Racism in society at large is also more than a matter of personal prejudices. Racism can become harsher even while prejudice diminishes. By all accounts racial prejudice is very much weaker today than it was in the 1950s and early 1960s. In those days, though, there was full employment. West Indian and Asian immigrants were welcomed to Britain and got secure jobs here. Unemployment for them was no higher than for white people.

In times of mass unemployment, the same racial prejudice which in other days might result in no more than stupid talk is sharpened into a bitter competition for the few jobs available. Unemployment in most black and Asian communities is now much higher than for white people. Black and Asian people have also suffered from the Tories' and New Labour's trashing of the public services in which many of them were employed.

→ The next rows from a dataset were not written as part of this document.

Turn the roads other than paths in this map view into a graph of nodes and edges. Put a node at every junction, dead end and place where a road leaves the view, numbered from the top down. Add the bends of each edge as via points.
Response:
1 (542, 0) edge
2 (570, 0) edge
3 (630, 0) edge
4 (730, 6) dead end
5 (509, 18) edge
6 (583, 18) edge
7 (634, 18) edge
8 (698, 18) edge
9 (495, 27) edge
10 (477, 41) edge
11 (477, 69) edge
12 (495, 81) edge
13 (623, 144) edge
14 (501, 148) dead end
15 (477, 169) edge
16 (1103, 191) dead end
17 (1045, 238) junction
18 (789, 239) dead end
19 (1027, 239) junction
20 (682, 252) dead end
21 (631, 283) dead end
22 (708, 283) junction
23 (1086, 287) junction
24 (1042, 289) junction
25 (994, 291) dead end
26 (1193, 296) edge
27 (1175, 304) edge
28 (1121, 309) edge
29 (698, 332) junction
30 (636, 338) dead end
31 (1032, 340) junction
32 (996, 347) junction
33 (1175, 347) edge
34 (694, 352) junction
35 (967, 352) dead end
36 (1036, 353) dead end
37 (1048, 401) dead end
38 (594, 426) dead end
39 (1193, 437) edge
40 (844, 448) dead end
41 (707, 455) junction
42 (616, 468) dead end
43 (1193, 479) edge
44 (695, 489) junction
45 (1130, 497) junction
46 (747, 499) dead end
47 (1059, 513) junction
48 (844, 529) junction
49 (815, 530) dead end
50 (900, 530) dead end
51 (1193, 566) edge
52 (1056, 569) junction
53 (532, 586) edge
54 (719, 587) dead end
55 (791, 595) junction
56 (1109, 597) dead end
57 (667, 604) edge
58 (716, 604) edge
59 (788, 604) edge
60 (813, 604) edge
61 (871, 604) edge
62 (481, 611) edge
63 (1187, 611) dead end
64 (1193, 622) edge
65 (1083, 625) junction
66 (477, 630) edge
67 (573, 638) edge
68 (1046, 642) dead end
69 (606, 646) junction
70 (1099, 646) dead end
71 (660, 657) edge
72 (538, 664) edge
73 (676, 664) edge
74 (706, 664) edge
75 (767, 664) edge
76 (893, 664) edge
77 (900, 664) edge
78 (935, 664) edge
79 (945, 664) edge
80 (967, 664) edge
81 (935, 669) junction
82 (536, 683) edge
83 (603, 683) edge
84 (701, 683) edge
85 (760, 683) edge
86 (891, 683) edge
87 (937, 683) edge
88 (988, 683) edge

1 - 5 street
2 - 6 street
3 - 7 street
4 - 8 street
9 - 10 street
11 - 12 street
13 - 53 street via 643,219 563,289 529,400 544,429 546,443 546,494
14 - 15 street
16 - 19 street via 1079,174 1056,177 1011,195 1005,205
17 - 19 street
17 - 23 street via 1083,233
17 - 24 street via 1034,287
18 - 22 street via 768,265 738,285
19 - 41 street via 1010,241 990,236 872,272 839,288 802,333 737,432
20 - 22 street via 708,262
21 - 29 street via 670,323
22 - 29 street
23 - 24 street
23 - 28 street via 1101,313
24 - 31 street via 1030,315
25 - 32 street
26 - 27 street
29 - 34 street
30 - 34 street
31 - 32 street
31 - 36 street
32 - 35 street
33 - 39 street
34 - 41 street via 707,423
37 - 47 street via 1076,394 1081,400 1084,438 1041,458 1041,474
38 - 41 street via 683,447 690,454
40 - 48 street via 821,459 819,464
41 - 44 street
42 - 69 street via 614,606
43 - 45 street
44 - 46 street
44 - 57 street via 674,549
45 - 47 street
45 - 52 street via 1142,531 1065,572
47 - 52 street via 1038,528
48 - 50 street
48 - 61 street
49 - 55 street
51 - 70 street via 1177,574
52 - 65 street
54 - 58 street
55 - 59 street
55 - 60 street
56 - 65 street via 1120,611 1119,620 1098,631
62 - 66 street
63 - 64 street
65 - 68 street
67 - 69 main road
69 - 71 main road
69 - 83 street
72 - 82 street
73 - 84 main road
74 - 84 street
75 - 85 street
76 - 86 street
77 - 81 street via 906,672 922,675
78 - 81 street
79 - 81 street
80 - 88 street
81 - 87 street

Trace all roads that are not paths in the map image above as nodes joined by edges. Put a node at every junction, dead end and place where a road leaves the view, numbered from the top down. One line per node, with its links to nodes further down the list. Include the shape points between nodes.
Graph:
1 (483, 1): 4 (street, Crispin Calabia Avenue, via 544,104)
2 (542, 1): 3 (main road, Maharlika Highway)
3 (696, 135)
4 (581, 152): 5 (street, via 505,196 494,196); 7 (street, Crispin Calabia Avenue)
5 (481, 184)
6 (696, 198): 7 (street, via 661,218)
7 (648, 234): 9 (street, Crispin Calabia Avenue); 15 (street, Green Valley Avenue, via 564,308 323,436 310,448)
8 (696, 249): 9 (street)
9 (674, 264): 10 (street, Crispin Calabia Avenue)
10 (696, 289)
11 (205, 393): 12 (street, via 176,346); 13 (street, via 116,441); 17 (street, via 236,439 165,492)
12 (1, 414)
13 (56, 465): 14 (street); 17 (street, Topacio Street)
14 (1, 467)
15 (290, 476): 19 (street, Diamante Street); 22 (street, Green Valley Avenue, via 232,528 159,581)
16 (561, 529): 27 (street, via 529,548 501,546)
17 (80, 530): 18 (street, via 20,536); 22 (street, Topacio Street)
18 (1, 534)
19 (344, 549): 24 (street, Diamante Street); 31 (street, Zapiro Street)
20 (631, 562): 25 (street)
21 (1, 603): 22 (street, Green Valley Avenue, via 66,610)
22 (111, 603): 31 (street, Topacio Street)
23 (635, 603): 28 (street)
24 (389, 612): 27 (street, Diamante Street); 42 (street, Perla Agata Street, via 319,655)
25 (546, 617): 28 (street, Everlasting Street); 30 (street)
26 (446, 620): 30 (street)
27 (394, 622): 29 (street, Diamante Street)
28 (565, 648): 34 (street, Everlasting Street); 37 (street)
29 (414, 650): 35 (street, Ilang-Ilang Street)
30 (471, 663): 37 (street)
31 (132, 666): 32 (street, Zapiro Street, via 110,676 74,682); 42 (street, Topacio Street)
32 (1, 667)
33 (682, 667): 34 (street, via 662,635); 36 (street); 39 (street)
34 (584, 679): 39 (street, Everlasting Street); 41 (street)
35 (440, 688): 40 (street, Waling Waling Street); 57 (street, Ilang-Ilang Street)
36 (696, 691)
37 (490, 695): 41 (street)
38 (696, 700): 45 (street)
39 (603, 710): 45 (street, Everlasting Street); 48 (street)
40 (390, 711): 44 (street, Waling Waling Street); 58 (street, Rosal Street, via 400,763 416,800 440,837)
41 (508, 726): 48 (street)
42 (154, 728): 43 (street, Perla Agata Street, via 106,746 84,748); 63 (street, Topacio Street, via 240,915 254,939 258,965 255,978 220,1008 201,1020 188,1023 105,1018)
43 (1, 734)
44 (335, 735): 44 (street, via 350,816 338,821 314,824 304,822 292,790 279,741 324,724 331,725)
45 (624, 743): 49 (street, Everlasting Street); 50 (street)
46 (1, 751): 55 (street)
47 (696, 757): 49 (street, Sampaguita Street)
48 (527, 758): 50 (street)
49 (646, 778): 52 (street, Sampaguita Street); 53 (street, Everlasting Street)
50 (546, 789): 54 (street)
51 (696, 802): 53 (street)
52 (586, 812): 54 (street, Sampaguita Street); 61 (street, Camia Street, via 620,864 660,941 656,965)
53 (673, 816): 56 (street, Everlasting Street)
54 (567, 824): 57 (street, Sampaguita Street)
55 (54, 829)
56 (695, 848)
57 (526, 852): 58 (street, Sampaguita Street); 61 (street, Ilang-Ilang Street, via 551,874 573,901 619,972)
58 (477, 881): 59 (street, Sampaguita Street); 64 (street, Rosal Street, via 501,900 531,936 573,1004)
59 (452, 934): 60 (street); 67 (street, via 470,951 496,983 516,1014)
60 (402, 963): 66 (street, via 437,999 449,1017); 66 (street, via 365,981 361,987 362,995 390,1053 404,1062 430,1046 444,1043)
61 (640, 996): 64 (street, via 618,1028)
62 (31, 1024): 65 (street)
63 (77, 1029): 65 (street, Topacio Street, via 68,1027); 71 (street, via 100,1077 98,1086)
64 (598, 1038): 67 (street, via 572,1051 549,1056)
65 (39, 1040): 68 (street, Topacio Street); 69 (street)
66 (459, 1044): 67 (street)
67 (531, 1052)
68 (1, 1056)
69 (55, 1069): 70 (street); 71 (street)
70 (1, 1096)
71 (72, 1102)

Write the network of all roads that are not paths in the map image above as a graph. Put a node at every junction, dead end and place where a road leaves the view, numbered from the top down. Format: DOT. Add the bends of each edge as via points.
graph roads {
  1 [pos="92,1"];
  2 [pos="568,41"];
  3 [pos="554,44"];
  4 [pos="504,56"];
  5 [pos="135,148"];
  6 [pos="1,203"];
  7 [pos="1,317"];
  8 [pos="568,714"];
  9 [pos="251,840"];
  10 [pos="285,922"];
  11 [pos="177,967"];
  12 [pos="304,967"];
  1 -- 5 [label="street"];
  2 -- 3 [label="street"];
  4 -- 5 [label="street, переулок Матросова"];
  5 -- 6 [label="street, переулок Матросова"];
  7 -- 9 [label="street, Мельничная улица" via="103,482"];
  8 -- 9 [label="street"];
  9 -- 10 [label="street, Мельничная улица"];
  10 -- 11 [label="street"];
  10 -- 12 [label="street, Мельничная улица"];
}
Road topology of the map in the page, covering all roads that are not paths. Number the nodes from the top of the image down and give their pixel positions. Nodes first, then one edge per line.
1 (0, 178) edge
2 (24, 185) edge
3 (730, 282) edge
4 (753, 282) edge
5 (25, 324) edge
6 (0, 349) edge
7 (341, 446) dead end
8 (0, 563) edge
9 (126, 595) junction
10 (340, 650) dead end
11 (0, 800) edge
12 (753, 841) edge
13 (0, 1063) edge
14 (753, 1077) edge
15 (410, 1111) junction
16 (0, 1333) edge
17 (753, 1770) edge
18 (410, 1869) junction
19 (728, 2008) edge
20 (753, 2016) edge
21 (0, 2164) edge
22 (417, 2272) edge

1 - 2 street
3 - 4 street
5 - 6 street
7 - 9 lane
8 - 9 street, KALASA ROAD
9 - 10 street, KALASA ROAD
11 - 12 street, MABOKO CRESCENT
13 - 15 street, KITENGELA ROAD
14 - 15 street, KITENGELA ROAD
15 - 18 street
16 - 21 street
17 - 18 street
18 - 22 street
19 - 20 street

The state underpins embittered racism through its immigration and asylum laws. Ever since the 1960s, Tory and Labour governments have defined immigrants from Asia, Africa, and the West Indies as "a problem", and constructed ever-stricter laws and regulations to exclude them. In recent years, the possibility of "economic" immigration from such countries having been largely closed off, the government has set about closing the doors also to asylum-seekers fleeing political persecution. Under new measures, announced the same week as the Macpherson report, asylum-seekers will lose all remaining rights to state benefits (receiving only ration-tickets to stop them starving), they will be dispersed to detention centres round the country, and immigration officers will gain further powers to exclude them without appeal.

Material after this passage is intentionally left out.